Road safety revolution: harnessing AIoT for secure transportation
Hikvision’s commitment to road safety was on full display at its booth through the impressive array of AIoT solutions designed to create secure and reliable traffic environments. The company’s technology provides 24/7 traffic monitoring, ensuring continuous oversight of motor vehicles, non-motorized vehicles, pedestrians and environmental factors. This comprehensive, real-time information collection enables traffic managers to prevent accidents and enhance road safety. Among the showcased products was the 20 MP IR ANPR Checkpoint Capture Unit, renowned for its high-definition capture capabilities, bolstering traffic safety measures.
A standout innovation was the integration of advanced radar and camera technologies, ensuring uninterrupted, comprehensive detection even in adverse weather conditions. The Radar-Video Fusion Incident Detection Cameras, featured prominently in the product experience area, enable early detection and warning of potential hazards. They are particularly effective in challenging situations such as curved roads, blind spots at intersections, and obstacles beyond visual range.
Attendees also engaged with onboard monitoring products on the simulated bus, including dome network cameras, which is designed to enhance passenger safety. Driving assistance products, such as the Driver Status Monitor (DSM), were demonstrated to mitigate unsafe driving behaviors and ensure safer journeys.
Urban mobility redefined: smart traffic innovations
In the realm of smarter mobility, Hikvision showcased its multidimensional sensing technology, which integrates visible light sensors, infrared sensors, radar, and sonar. This technology expands perception capabilities, significantly improving traffic management and situational awareness. The use of AI-powered comprehensive sensing elevates incident monitoring and violation detection to unprecedented levels of accuracy and efficiency.
A major attraction was the Radar-Video Fusion TandemVu PTZ Camera, which integrates millimeter-wave radar with high-resolution cameras for extensive traffic detection and data analysis. AI-based algorithms combine these two systems to enhance target information, detecting up to 16 types of incidents. This leads to the development of a large-scale fusion model that merges spatial physical data with image semantic information. The result is ultra-long-range perception, achieving over 95% accuracy in vehicle trajectory detection. This robust system improves traffic violation management and optimizes traffic flow, significantly enhancing road efficiency.
At the simulated bus station, visitors observed how AI-assisted people counting automated the collection of passenger flow statistics at peak stop hours and bus line frequency during busy periods. Paired with smart bus stop digital signage, the solution improves bus service quality, operational efficiency, passenger experience, and overall public transport effectiveness.
Sustainable transportation: leading the charge for greener cities
Hikvision’s commitment to sustainable urban mobility was evident through its innovative green wave technology and eco-friendly checkpoint solutions. Green wave technology efficiently manages traffic flow to reduce congestion and lower carbon emissions, aligning with global sustainability goals.

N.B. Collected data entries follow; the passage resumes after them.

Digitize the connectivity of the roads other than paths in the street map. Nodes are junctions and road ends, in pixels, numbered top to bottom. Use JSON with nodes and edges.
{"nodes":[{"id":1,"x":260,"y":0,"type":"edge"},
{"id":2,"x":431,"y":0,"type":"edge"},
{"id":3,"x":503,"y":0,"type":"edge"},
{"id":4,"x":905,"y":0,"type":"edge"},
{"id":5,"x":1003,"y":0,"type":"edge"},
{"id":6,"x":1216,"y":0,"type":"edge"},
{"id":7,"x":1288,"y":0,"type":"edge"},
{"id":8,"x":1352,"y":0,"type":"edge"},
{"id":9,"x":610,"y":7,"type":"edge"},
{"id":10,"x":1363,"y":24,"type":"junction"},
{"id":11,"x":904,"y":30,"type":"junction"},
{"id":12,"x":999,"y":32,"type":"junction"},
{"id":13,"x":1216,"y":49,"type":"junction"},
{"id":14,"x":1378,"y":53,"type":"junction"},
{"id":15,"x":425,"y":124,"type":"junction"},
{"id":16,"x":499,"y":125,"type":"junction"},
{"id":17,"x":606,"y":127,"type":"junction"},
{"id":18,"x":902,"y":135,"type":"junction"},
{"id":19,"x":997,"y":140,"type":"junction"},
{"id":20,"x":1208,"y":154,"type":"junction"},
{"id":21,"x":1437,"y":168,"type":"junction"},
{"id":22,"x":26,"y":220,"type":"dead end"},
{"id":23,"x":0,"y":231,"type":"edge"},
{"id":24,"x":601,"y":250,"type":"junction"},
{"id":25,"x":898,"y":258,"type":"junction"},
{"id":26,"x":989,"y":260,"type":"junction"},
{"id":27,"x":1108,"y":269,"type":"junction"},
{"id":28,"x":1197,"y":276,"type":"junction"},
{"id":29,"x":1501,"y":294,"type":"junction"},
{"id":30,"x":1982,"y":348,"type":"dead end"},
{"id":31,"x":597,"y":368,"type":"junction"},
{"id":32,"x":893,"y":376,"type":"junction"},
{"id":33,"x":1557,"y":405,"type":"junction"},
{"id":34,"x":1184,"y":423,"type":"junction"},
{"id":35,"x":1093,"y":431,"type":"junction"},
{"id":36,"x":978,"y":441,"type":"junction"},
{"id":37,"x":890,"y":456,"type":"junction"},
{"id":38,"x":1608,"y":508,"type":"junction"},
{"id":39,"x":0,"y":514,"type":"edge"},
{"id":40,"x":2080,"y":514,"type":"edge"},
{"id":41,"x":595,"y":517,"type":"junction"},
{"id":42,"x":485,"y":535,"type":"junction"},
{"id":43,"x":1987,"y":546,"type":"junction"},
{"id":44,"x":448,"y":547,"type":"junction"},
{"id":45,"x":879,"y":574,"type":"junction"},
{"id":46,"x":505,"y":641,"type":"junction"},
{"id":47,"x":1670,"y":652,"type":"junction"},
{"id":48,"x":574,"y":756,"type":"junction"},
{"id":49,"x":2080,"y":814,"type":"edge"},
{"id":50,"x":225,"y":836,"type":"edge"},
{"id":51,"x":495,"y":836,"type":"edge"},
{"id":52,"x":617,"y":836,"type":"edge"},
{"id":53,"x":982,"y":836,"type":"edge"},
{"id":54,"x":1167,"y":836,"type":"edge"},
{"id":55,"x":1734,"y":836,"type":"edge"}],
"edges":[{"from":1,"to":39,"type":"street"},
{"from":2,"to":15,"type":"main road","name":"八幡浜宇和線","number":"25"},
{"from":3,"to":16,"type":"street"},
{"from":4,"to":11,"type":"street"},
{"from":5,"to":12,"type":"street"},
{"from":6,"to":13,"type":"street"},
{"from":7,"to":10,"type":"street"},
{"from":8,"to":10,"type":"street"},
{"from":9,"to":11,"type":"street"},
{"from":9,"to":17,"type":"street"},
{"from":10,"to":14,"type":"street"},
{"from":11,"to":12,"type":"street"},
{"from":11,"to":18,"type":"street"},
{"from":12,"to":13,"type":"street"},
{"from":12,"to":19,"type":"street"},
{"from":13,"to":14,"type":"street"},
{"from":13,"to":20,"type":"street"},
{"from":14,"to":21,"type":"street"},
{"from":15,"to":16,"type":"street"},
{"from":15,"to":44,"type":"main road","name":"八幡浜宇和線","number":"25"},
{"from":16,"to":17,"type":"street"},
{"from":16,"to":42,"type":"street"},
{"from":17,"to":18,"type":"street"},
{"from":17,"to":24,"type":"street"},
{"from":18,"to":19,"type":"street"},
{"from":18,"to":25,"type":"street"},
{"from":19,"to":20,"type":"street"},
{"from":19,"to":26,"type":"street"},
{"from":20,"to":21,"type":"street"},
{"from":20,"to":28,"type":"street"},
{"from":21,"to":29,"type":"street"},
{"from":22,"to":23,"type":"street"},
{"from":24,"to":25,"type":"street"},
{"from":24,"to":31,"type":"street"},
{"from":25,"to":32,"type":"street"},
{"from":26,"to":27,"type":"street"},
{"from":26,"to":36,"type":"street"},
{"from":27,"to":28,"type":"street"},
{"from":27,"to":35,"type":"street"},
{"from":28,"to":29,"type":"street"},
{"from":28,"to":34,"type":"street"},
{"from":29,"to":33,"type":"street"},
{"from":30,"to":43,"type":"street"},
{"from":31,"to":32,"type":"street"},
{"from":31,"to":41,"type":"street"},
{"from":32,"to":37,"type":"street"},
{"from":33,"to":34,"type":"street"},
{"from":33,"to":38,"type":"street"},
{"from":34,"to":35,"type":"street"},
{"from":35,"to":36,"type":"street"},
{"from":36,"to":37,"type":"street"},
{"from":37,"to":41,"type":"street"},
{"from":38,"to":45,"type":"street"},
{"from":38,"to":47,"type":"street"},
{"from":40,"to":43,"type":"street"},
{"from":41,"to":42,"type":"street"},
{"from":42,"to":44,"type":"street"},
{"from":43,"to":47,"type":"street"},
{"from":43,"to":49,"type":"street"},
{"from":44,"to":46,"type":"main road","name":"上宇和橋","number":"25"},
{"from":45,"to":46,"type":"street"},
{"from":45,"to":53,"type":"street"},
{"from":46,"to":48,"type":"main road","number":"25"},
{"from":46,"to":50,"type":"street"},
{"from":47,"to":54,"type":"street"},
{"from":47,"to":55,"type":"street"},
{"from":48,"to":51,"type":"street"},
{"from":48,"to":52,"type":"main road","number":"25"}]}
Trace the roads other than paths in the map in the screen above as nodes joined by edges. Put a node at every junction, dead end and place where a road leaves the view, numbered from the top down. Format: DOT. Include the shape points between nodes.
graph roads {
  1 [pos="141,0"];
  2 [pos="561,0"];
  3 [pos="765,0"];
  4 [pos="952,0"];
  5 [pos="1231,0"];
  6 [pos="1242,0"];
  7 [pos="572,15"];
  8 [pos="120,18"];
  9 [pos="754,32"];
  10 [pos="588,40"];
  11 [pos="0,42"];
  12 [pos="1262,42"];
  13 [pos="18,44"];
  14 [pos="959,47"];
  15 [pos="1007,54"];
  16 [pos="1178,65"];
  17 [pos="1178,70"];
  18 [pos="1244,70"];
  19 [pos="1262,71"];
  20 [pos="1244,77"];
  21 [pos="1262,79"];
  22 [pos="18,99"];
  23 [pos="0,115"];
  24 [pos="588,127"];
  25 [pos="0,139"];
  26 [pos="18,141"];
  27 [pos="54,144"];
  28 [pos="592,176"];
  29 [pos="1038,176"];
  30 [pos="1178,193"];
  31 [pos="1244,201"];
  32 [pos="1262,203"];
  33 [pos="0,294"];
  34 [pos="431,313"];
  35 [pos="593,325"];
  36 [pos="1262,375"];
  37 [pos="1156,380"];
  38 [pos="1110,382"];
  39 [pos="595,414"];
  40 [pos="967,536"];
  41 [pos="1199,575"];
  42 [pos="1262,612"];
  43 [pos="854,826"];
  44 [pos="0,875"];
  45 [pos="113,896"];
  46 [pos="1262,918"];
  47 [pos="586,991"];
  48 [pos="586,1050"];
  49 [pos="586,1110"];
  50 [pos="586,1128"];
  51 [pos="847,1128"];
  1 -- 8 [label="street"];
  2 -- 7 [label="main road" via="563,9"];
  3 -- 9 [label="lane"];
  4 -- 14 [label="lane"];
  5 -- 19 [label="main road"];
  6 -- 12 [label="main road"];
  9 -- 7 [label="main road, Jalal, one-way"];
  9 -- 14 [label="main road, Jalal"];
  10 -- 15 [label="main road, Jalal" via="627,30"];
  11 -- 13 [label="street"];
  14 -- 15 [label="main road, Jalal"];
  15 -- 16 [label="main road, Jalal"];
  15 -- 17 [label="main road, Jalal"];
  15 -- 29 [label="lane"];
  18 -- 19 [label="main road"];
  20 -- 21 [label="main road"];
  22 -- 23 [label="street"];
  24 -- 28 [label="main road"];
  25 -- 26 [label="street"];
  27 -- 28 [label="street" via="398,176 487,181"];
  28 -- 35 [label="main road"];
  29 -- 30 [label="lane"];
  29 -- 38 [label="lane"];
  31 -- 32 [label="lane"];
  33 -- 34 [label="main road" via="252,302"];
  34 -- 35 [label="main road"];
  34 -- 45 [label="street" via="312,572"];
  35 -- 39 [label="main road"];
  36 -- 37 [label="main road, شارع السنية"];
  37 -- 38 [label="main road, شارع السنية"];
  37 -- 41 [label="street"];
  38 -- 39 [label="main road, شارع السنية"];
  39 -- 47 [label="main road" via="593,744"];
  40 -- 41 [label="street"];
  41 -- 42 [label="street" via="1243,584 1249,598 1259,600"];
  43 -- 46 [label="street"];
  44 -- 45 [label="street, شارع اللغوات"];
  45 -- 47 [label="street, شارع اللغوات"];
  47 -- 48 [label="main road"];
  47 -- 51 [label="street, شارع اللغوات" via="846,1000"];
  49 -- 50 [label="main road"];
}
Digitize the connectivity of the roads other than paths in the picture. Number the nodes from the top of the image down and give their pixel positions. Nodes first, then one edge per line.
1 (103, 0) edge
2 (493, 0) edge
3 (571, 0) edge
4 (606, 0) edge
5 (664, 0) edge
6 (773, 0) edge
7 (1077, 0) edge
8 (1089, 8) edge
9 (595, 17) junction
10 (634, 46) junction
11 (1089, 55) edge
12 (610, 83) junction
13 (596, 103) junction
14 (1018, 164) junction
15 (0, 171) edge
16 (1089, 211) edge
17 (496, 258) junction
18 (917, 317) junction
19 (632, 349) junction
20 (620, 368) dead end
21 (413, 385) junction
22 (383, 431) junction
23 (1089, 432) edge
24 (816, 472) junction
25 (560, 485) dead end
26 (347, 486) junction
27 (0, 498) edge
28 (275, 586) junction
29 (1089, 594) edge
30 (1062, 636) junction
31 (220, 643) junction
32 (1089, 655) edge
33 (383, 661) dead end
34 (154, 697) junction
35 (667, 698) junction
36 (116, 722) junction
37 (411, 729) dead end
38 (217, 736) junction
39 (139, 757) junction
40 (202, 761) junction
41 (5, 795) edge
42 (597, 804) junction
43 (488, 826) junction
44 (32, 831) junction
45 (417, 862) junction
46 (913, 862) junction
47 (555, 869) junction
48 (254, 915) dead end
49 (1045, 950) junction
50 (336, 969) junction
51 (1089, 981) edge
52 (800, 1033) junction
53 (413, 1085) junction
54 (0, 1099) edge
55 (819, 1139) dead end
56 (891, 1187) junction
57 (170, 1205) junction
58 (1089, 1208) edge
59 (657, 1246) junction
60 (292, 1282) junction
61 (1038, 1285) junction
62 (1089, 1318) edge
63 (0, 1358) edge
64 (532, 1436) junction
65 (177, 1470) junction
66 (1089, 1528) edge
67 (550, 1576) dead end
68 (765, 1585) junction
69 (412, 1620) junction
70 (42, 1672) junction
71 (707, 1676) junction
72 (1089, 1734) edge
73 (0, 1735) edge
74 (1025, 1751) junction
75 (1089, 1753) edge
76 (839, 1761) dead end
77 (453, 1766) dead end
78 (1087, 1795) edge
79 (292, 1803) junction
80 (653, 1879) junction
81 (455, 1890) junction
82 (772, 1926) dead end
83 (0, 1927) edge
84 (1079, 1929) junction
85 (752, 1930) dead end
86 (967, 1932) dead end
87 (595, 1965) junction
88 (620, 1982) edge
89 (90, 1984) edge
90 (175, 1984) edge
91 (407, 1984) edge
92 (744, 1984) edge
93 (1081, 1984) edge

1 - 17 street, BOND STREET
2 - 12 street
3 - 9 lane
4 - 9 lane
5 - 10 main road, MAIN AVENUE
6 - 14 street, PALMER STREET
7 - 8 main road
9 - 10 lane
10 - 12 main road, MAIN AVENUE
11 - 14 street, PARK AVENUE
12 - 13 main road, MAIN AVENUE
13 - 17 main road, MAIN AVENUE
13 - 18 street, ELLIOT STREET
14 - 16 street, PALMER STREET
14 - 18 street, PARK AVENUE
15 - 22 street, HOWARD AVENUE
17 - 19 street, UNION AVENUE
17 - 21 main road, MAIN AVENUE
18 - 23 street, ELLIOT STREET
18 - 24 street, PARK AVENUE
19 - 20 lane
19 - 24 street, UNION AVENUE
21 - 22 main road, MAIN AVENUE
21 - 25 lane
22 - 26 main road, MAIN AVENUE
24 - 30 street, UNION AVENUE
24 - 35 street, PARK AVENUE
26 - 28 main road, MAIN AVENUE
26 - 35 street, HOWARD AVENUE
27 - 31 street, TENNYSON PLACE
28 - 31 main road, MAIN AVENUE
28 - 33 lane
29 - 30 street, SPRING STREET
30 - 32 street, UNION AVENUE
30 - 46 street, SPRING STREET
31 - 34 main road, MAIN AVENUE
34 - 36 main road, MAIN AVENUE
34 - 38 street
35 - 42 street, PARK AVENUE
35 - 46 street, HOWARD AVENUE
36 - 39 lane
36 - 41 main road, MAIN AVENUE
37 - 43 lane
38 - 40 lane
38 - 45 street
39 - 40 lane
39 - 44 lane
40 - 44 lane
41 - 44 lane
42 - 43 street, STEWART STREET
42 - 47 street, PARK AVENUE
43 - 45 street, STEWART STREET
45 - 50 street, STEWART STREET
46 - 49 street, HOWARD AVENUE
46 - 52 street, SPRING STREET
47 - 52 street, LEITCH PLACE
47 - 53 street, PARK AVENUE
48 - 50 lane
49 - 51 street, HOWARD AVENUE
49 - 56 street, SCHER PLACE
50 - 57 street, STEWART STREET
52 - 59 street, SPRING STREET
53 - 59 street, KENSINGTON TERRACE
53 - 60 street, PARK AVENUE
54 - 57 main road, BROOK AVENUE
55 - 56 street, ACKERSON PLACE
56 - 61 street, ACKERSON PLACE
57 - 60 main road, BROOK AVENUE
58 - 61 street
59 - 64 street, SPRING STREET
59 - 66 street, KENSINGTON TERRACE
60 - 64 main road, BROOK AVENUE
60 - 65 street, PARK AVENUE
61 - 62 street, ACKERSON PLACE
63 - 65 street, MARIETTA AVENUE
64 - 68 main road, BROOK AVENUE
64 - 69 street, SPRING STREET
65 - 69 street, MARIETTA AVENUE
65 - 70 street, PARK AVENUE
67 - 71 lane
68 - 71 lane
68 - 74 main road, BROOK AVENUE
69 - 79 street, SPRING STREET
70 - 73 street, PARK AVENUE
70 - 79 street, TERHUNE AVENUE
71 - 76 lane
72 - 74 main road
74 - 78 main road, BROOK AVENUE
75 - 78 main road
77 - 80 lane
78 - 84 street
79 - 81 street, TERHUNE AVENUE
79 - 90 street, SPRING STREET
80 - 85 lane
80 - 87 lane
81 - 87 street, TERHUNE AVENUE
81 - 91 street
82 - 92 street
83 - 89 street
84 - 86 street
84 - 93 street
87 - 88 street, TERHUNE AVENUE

Visitors were particularly impressed by a case study showcasing a green wave solution implemented in Zhoushan, China. Over a stretch of 21 kilometers and 34 intersections, this main road cut travel times by 50%.
The use of DarkFighterX technology in checkpoint cameras also received significant attention. This technology senses both visible and invisible light, resulting in more accurate and realistic images. It enhances traffic violation enforcement efficiency while minimizing the need for high ambient light levels, thus reducing light pollution. The 9M DarkfightX ANPR Checkpoint Camera exemplified this dedication to environmental stewardship.
Frank Zhang, President of Hikvision MEA, remarked, “Hikvision supports sustainable urban planning by empowering traffic departments to address congestion and transportation challenges.” He further emphasized, “Our system’s openness fosters a secure and reliable platform for developing smart and green cities. Additionally, our solar technology is extensively utilized in remote areas, while our smart street lighting solutions reduce energy consumption by 20-30%, promoting intelligent urban transportation and advancing global sustainability objectives.”
Hikvision’s presence at the ITS World Congress in Dubai underscored its leadership in integrating AIoT technologies to drive safer, smarter, and greener mobility solutions. The engaging presentations and advanced product demonstrations captured significant attention from industry partners and customers, reaffirming the company’s role as a pioneer in shaping the future of urban transportation. As the world moves towards more intelligent and sustainable transportation systems, Hikvision remains at the forefront, embracing AIoT to create a safer, smarter, and greener future for all.
To find out more about Hikvision’s advanced traffic and public transport solutions, please explore the Hikvision official website.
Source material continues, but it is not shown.